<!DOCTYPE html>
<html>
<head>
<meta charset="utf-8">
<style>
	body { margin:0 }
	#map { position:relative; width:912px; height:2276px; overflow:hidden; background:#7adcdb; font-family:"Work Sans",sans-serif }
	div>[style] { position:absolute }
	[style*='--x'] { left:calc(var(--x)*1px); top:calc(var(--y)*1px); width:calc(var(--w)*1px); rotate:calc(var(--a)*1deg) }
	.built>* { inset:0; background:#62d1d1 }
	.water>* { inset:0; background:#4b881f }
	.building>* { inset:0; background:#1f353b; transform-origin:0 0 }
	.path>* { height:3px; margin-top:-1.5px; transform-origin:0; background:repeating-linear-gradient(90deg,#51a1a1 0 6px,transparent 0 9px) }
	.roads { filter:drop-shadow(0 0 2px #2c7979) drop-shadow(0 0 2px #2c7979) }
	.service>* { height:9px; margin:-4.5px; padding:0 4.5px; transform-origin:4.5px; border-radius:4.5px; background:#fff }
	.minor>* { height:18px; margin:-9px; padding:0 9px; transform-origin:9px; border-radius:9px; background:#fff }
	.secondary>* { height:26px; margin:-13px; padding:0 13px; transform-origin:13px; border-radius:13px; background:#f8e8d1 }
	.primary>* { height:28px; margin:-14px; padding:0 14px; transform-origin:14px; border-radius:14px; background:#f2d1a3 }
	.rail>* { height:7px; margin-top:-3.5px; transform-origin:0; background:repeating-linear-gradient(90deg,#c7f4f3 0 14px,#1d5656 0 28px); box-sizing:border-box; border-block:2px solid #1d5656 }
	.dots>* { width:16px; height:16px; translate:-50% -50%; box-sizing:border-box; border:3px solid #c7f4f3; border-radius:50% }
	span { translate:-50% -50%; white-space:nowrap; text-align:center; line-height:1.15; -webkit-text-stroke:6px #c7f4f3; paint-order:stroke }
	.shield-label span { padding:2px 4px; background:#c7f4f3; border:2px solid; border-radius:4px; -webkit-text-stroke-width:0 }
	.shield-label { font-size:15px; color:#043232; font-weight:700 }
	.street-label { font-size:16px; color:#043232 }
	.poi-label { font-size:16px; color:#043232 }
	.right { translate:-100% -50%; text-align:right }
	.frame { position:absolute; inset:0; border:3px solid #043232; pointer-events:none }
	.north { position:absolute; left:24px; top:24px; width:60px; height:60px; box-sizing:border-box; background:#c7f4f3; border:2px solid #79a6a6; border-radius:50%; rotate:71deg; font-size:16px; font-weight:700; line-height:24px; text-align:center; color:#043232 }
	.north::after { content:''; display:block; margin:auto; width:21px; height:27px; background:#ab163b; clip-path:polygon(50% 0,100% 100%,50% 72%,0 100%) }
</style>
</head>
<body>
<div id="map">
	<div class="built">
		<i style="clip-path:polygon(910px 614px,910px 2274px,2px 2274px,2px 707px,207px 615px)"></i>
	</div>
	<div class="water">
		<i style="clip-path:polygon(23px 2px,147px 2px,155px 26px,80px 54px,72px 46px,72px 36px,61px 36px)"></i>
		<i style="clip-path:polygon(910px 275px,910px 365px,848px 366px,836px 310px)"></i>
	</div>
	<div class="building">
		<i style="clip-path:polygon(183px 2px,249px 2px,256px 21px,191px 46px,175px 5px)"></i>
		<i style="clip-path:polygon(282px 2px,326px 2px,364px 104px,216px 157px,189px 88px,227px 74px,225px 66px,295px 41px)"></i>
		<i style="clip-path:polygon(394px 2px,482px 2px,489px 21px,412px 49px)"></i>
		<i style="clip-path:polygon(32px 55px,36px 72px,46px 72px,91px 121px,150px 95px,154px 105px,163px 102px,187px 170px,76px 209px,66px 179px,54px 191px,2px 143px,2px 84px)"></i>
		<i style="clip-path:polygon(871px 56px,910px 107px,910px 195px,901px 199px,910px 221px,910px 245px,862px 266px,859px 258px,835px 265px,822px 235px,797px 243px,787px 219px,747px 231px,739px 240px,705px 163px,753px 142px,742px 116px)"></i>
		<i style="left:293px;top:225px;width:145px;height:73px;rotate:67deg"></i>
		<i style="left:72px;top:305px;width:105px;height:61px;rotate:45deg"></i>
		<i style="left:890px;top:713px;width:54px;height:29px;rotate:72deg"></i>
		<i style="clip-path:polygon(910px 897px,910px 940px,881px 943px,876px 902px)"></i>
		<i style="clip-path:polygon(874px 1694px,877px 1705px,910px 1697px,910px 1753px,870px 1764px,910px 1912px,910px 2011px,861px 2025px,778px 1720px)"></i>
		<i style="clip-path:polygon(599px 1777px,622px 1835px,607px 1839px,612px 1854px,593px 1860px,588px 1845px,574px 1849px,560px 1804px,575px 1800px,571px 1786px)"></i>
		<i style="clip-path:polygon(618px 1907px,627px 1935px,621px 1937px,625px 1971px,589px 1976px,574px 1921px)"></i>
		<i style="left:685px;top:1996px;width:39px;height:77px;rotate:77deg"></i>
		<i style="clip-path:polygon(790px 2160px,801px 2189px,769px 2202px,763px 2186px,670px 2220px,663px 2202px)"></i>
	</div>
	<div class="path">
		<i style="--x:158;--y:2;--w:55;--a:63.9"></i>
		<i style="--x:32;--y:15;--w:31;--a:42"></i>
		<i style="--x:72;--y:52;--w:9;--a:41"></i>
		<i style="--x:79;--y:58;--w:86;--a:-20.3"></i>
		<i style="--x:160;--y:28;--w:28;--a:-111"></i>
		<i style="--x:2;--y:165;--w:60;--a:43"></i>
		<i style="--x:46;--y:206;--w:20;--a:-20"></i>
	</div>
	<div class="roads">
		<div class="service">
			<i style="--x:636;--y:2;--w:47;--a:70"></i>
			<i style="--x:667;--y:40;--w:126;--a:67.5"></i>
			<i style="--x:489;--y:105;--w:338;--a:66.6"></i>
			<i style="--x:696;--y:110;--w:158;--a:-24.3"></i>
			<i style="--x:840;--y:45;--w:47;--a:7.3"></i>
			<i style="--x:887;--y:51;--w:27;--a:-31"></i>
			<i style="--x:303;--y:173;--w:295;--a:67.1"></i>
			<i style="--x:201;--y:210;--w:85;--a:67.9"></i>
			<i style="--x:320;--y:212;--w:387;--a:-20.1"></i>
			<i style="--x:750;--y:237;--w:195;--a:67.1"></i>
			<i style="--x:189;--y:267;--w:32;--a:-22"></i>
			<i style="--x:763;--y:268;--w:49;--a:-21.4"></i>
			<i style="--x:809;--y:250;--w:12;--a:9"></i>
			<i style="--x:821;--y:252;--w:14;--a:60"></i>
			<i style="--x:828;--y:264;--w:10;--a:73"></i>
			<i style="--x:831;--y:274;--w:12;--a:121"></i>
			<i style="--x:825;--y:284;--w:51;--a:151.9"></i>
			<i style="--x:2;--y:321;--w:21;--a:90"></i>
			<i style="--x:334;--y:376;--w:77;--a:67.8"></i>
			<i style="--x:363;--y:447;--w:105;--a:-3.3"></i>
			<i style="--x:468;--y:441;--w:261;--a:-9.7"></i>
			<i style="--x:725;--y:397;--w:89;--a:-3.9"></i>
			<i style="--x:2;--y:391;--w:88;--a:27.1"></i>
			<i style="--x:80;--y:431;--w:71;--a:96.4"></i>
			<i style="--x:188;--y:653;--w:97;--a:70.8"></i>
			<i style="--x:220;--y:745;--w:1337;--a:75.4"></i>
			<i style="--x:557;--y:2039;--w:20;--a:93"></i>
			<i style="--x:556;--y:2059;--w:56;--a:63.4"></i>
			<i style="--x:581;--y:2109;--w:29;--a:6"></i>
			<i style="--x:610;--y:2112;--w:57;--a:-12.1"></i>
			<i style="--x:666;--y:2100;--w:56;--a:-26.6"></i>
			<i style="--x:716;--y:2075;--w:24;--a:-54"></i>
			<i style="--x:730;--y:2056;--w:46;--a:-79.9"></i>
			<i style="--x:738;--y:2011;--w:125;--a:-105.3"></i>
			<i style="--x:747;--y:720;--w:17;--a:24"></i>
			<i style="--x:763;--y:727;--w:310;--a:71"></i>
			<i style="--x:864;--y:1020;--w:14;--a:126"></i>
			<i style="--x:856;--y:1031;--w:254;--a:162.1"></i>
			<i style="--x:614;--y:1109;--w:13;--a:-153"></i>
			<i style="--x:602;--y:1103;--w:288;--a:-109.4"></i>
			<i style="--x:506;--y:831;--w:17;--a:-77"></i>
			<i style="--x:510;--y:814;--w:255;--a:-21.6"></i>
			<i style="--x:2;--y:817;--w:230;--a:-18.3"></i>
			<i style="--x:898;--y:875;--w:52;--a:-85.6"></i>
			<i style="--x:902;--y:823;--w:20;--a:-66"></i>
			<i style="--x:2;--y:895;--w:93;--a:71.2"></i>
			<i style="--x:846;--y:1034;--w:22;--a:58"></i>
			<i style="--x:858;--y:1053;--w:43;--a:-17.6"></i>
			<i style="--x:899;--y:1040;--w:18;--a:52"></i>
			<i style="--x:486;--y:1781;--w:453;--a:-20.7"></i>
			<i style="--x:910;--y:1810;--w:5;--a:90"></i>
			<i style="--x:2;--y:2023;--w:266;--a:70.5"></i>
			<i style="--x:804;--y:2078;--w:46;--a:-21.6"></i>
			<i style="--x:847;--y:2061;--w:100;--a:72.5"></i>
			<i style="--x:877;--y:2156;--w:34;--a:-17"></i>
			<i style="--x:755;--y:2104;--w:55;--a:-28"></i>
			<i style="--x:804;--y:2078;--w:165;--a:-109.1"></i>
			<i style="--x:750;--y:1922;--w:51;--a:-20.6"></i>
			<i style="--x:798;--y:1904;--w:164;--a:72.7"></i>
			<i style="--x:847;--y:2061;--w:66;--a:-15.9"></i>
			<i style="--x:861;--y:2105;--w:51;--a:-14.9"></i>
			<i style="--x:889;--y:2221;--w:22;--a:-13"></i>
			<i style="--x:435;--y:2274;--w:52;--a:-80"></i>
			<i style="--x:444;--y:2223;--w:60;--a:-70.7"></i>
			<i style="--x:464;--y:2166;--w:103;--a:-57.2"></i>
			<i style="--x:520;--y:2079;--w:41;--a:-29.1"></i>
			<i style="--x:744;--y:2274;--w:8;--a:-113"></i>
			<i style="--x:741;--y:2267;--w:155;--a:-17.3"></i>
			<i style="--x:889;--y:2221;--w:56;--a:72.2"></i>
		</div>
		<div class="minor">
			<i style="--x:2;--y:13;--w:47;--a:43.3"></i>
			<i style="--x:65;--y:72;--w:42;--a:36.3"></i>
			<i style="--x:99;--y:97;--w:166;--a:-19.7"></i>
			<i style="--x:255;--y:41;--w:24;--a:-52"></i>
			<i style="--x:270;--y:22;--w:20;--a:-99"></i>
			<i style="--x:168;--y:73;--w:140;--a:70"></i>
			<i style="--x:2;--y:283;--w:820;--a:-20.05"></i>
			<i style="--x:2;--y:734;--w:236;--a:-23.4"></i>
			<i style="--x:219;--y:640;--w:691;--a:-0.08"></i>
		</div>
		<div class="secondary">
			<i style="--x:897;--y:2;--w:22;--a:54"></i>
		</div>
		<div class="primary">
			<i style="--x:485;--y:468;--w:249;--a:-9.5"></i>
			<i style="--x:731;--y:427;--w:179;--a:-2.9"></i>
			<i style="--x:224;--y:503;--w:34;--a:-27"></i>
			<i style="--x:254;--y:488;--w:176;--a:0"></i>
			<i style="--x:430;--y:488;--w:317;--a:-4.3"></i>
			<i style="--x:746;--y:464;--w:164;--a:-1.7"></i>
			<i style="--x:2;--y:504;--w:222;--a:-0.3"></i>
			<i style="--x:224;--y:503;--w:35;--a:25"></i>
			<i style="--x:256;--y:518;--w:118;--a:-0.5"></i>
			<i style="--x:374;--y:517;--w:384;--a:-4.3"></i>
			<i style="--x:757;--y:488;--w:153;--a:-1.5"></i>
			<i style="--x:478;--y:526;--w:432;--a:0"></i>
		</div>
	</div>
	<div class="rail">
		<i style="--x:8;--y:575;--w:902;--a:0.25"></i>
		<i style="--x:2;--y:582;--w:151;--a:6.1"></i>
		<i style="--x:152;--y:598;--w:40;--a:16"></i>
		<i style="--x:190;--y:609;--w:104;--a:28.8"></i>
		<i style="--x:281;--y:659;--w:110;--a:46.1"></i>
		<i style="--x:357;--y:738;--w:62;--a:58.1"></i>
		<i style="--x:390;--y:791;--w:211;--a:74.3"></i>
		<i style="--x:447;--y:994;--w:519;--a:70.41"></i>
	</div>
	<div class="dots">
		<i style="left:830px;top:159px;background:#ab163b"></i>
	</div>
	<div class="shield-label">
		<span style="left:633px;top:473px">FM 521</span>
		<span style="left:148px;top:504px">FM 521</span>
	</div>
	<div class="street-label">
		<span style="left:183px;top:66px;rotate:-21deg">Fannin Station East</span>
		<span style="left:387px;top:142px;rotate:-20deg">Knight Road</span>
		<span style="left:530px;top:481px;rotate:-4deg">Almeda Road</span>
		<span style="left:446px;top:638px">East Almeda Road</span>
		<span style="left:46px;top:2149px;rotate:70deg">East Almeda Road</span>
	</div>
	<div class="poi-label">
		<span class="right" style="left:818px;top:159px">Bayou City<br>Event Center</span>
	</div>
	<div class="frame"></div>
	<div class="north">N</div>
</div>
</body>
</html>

● ● ● ● ●

**PROBLEM TO WORK ON:** Each line above that contains the word "service" must be copied.

**SOLUTION TO THIS EXERCISE:**
	.service>* { height:9px; margin:-4.5px; padding:0 4.5px; transform-origin:4.5px; border-radius:4.5px; background:#fff }
		<div class="service">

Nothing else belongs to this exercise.